In an effort to reduce our greenhouse gas emissions, and to the extent possible, we transport our aggregate products long distances by barge or rail. For example, our cement operations barge or rail close to 60% of their cement along the Mississippi River to terminals as far south as New Orleans and as far north to Minneapolis. Mainland Construction Materials ULC, our Vancouver, BC-based company, transports nearly 65% of their aggregate by barge and rail.

Since 2015, we have installed conveyors at more than 10 new locations across the country, not to mention the scores of other sites that are already using this more efficient method of transporting rock. Conveyor systems reduce the need for moving rocks long distances with loaders and dump trucks; reducing dust, noise, and using energy more efficiently at our quarries.

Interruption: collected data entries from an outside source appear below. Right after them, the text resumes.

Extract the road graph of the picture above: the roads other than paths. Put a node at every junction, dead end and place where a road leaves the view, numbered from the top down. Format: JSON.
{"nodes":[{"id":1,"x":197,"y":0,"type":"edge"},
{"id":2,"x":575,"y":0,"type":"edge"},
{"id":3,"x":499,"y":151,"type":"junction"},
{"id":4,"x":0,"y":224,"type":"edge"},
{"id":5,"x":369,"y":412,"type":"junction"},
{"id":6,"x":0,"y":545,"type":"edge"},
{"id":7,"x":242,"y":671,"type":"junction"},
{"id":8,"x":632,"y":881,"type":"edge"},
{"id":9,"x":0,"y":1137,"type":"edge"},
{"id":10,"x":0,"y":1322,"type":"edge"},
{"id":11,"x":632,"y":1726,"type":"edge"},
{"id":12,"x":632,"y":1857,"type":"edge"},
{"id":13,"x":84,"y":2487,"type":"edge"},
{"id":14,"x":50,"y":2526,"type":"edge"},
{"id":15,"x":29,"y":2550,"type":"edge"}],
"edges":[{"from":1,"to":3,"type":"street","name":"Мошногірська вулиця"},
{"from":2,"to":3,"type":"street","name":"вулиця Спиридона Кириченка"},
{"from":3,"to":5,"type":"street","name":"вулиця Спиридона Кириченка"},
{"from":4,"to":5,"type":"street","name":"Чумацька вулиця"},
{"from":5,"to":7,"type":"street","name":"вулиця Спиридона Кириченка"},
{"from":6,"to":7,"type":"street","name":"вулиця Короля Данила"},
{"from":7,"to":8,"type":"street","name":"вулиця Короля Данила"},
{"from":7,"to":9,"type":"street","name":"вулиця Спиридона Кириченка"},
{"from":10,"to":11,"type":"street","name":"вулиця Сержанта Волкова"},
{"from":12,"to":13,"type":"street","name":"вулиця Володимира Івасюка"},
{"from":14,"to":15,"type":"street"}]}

Asphalt Plant Improvements

We have steadily reduced our greenhouse gas emissions at our asphalt plants in recent years by switching from burner fuel (mainly recycled used oil) to natural gas. This reduction allows our asphalt plants to maintain the same levels of production with a cleaner burning fuel that emits less carbon dioxide.


Our Rolling Fleet

Our ready-mix fleet has worked to optimize over-the-road travel, by using GreenRoad, a software program that helps us track, rate, and improve our drivers’ decisions, on-route optimization, and safety. On an annual basis, we invest millions of dollars into improving our over-the-road fleet and equipment. For every new vehicle that replaces a 20-30 year old piece of equipment, the average fuel efficiency and emissions drastically improve. In addition, our repair and maintenance program ensures all of our vehicles are operating at their best standards, to ensure safety, efficiency, and environmental benefit. We have started to transition to Hybrid loaders, and currently have seven John Deere 944K loaders working at our busiest quarries.

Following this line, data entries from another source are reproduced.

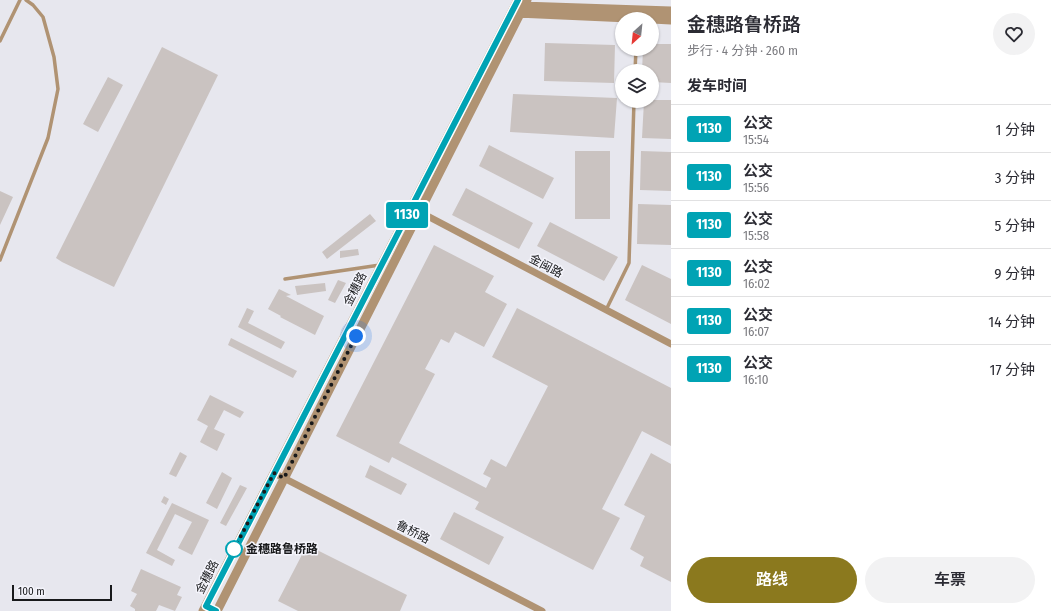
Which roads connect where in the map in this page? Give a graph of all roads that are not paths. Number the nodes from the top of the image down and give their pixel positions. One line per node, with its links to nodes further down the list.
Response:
1 (20, 0): 8 (lane)
2 (26, 0): 12 (lane)
3 (520, 6): 4 (street); 5 (street); 10 (street, 金穗路); 11 (street, 金穗路)
4 (671, 11)
5 (615, 16)
6 (659, 19): 7 (street)
7 (671, 20)
8 (0, 41)
9 (634, 108): 15 (lane)
10 (411, 207): 11 (street, 金闽路); 13 (street, 金穗路)
11 (420, 212): 15 (street, 金闽路); 18 (street, 金穗路)
12 (0, 260)
13 (381, 265): 14 (lane); 17 (street, 金穗路)
14 (285, 279)
15 (606, 310): 16 (street, 金闽路)
16 (671, 344)
17 (274, 473): 18 (street, 鲁桥路); 19 (street, 金穗路)
18 (284, 478): 20 (street, 金穗路); 21 (street, 鲁桥路)
19 (204, 608): 20 (street)
20 (216, 611)
21 (542, 611)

Continental Cement Energy Reduction Programs:

Continental Cement is a partner with the U.S. Environmental Protection Agency’s (EPA’s) ENERGY STAR certification program. This signifies that our Hannibal, MO plant was certified in both 2016 and 2018, by performing in the top 25 percent of similar facilities nationwide for energy efficiency, meeting strict energy efficiency performance levels set by the EPA. Continental Cement has improved its energy performance by managing energy strategically across the entire organization and by making cost-effective improvements to its plant.

At our Davenport plant, Continental Cement uses waste from surrounding industries to supply the added ingredients needed in cement manufacturing, (limestone, iron, silica, and aluminum) in lieu of a newly mined source for these compounds. This saves virgin sources of raw materials, and converts industrial waste into a useful product.

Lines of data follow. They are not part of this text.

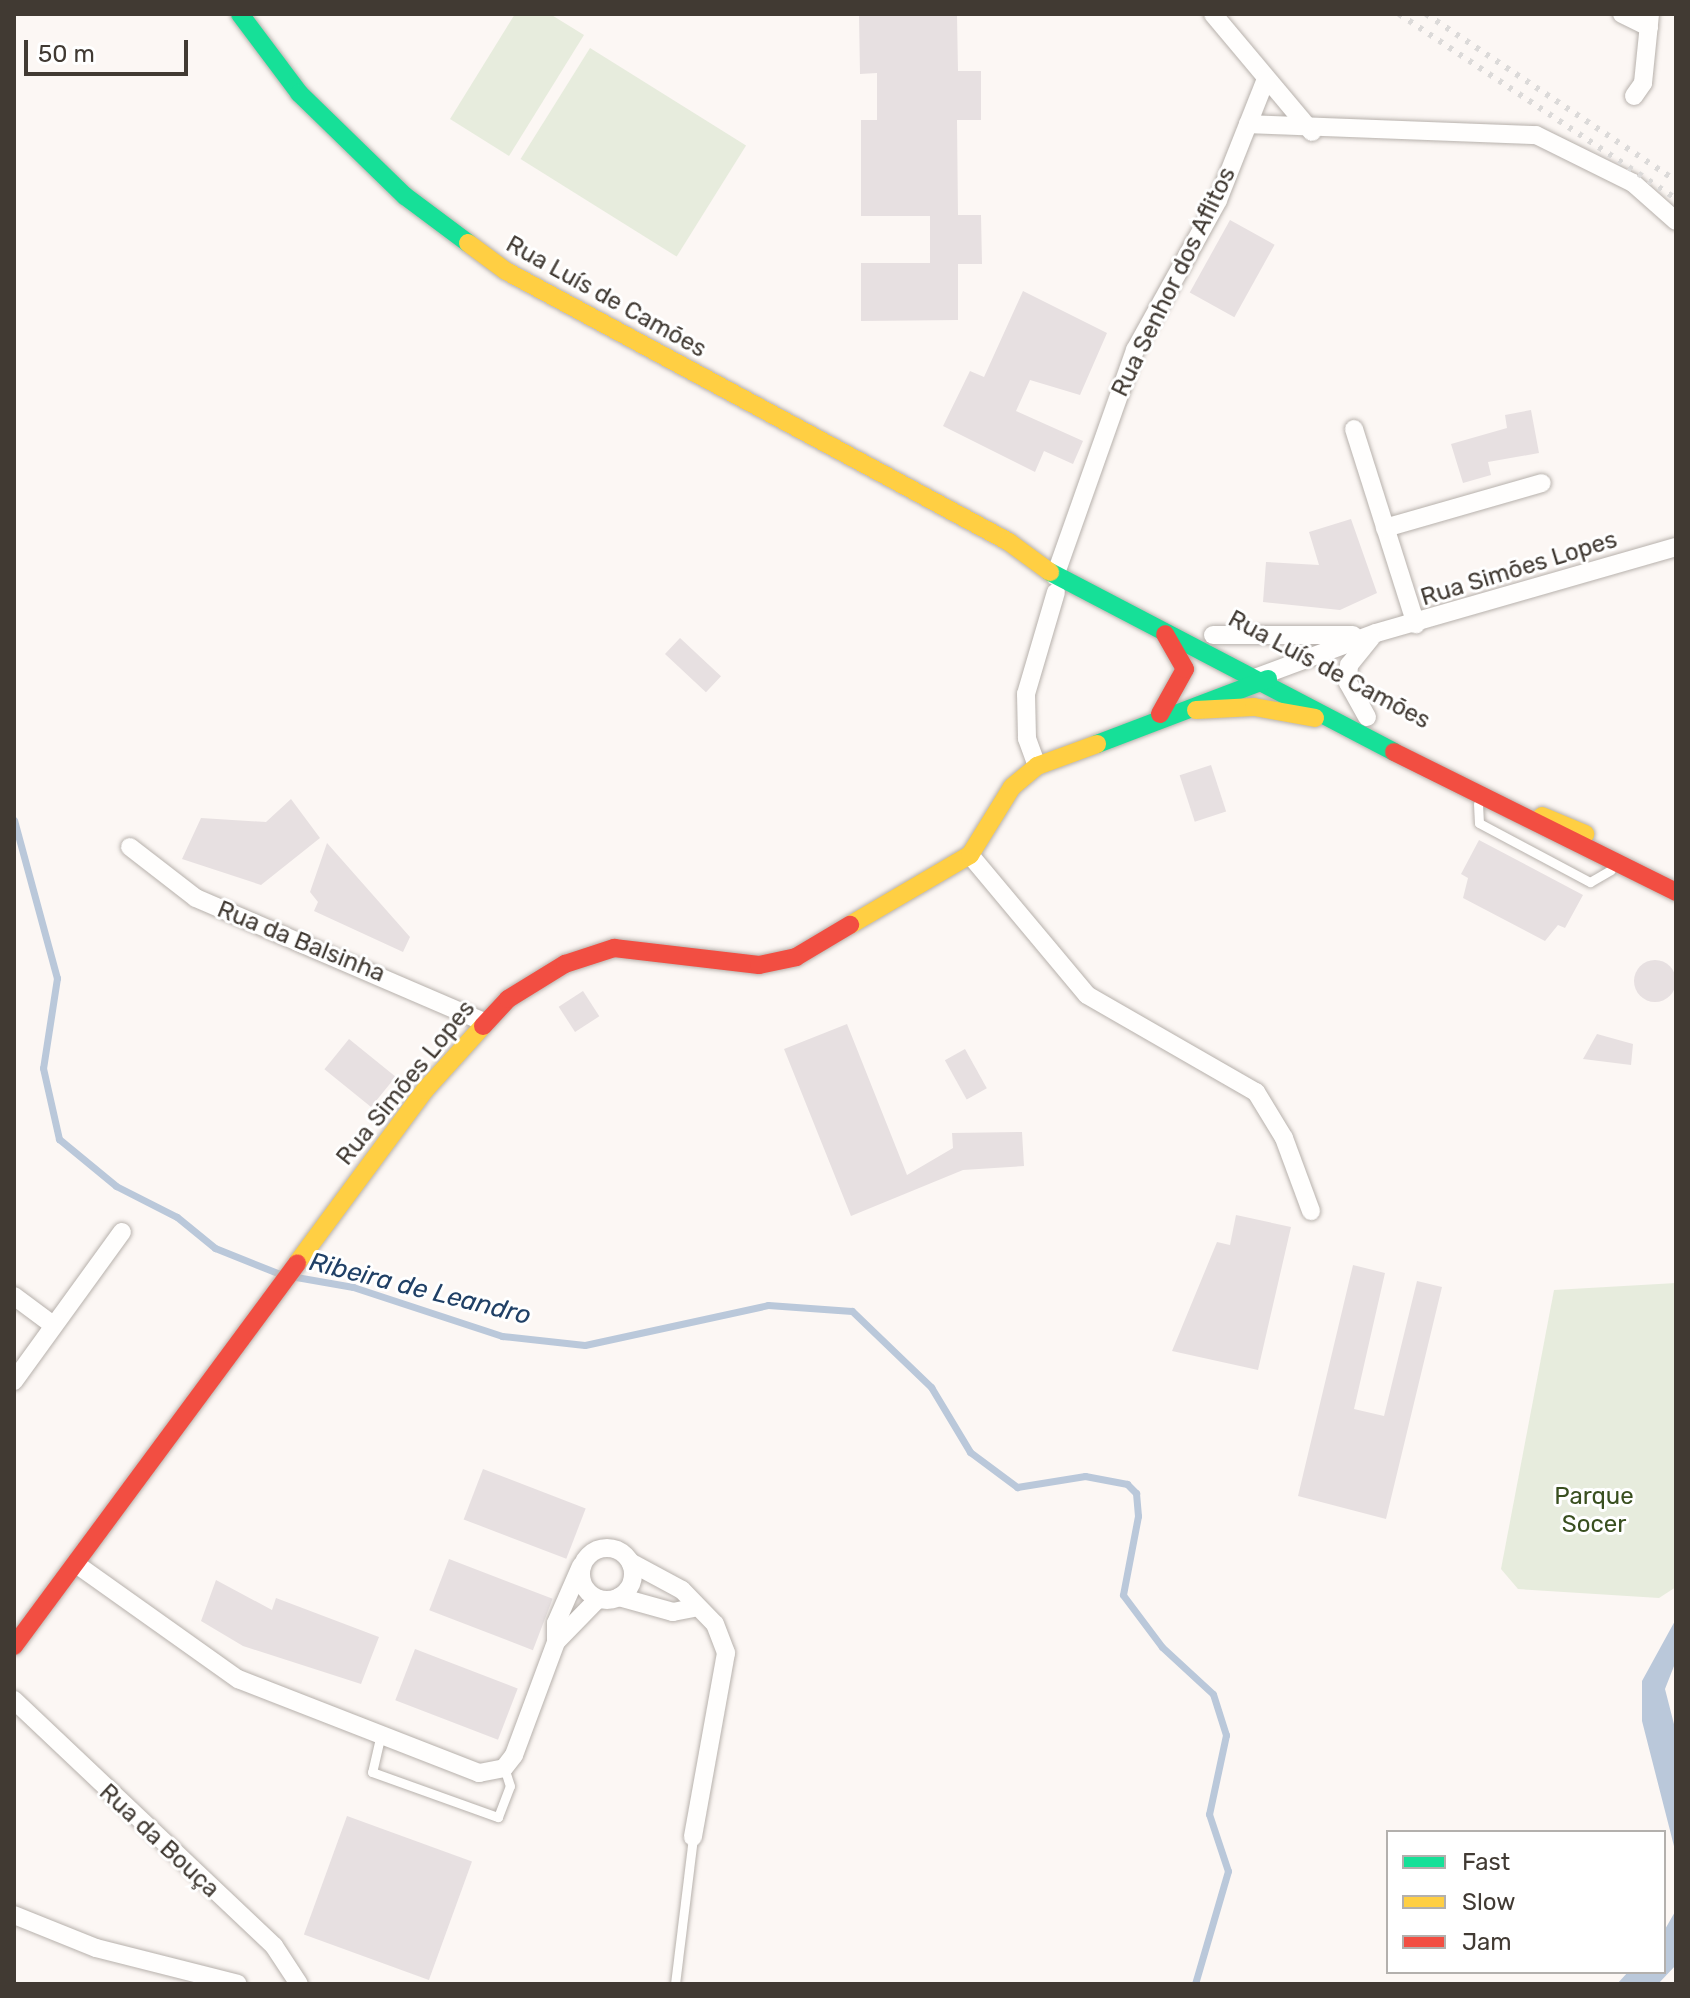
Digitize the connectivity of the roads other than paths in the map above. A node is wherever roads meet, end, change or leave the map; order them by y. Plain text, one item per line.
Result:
1 (240, 14) edge
2 (1213, 14) edge
3 (1622, 14) edge
4 (1650, 20) edge
5 (1266, 79) junction
6 (1634, 96) dead end
7 (1248, 124) junction
8 (1312, 132) junction
9 (1676, 221) edge
10 (1354, 429) dead end
11 (1542, 483) dead end
12 (1385, 528) junction
13 (1009, 542) junction
14 (1676, 547) edge
15 (1062, 557) junction
16 (1057, 582) junction
17 (1416, 624) junction
18 (1376, 633) junction
19 (1165, 634) junction
20 (1213, 635) junction
21 (1236, 647) junction
22 (1282, 673) junction
23 (1247, 676) junction
24 (1293, 701) junction
25 (1157, 716) junction
26 (1367, 717) junction
27 (1339, 725) junction
28 (1037, 766) junction
29 (1477, 797) junction
30 (1585, 834) junction
31 (130, 847) dead end
32 (970, 855) junction
33 (1619, 863) junction
34 (1676, 892) edge
35 (482, 1021) junction
36 (1311, 1211) dead end
37 (122, 1232) dead end
38 (14, 1296) edge
39 (53, 1325) junction
40 (14, 1381) edge
41 (630, 1562) junction
42 (76, 1564) junction
43 (581, 1566) junction
44 (619, 1597) junction
45 (598, 1599) junction
46 (693, 1608) junction
47 (556, 1642) junction
48 (14, 1646) edge
49 (14, 1700) edge
50 (380, 1738) junction
51 (504, 1768) junction
52 (693, 1837) joint
53 (14, 1915) edge
54 (238, 1984) edge
55 (299, 1984) edge
56 (675, 1984) edge

1 - 13 main road, Rua Luís de Camões
2 - 5 street
3 - 4 street
4 - 6 street
5 - 7 street, Rua Senhor dos Aflitos
5 - 8 street
7 - 8 street
7 - 15 street, Rua Senhor dos Aflitos
8 - 9 street
10 - 12 street
11 - 12 street
12 - 17 street
13 - 15 main road, Rua Luís de Camões
13 - 16 main road, Rua Luís de Camões
14 - 17 street, Rua Simões Lopes
15 - 16 street, Rua Senhor dos Aflitos
15 - 20 main road, Rua Luís de Camões
16 - 19 main road, Rua Luís de Camões
16 - 23 street, Rua Simões Lopes
16 - 28 street, Rua Senhor dos Aflitos
17 - 18 street, Rua Simões Lopes
18 - 20 street, Rua Simões Lopes
18 - 22 street, Rua Simões Lopes
18 - 26 street
19 - 23 main road, Rua Luís de Camões
19 - 25 main road
20 - 21 main road, Rua Luís de Camões
21 - 22 main road, Rua Luís de Camões
21 - 23 street
22 - 23 main road, Rua Simões Lopes
22 - 24 street
22 - 26 main road, Rua Luís de Camões
22 - 30 main road, Rua Simões Lopes
23 - 24 main road, Rua Luís de Camões
23 - 25 main road, Rua Simões Lopes
24 - 27 main road, Rua Luís de Camões
25 - 27 main road, Rua Simões Lopes
25 - 28 main road, Rua Simões Lopes
26 - 30 main road, Rua Luís de Camões
27 - 29 main road, Rua Luís de Camões
28 - 32 main road, Rua Simões Lopes
29 - 33 main road, Rua Luís de Camões
29 - 33 lane
30 - 33 main road, Rua Luís de Camões
31 - 35 street, Rua da Balsinha
32 - 35 main road, Rua Simões Lopes
32 - 36 street
33 - 34 main road, Rua Luís de Camões
35 - 42 main road, Rua Simões Lopes
37 - 39 street
38 - 39 street
39 - 40 street
41 - 43 street
41 - 44 street
41 - 46 street
42 - 48 main road, Rua Simões Lopes
42 - 50 street
43 - 45 street
43 - 47 street
44 - 45 street
44 - 46 street
45 - 47 street
46 - 52 street
47 - 51 street
49 - 55 street, Rua da Bouça
50 - 51 street
50 - 51 lane
52 - 56 lane
53 - 54 street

On average, our cement plants get more than 35% of their total energy from alternative fuel sources. These are waste products, including liquid and solid hazardous waste, industrial waste, and used tires, all of which still contain useful amounts of BTU’s. Alternative fuels reduce the need for incineration or landfills (where these waste products would otherwise have been sent), and are directly replacing fossil fuels used to heat our cement kiln.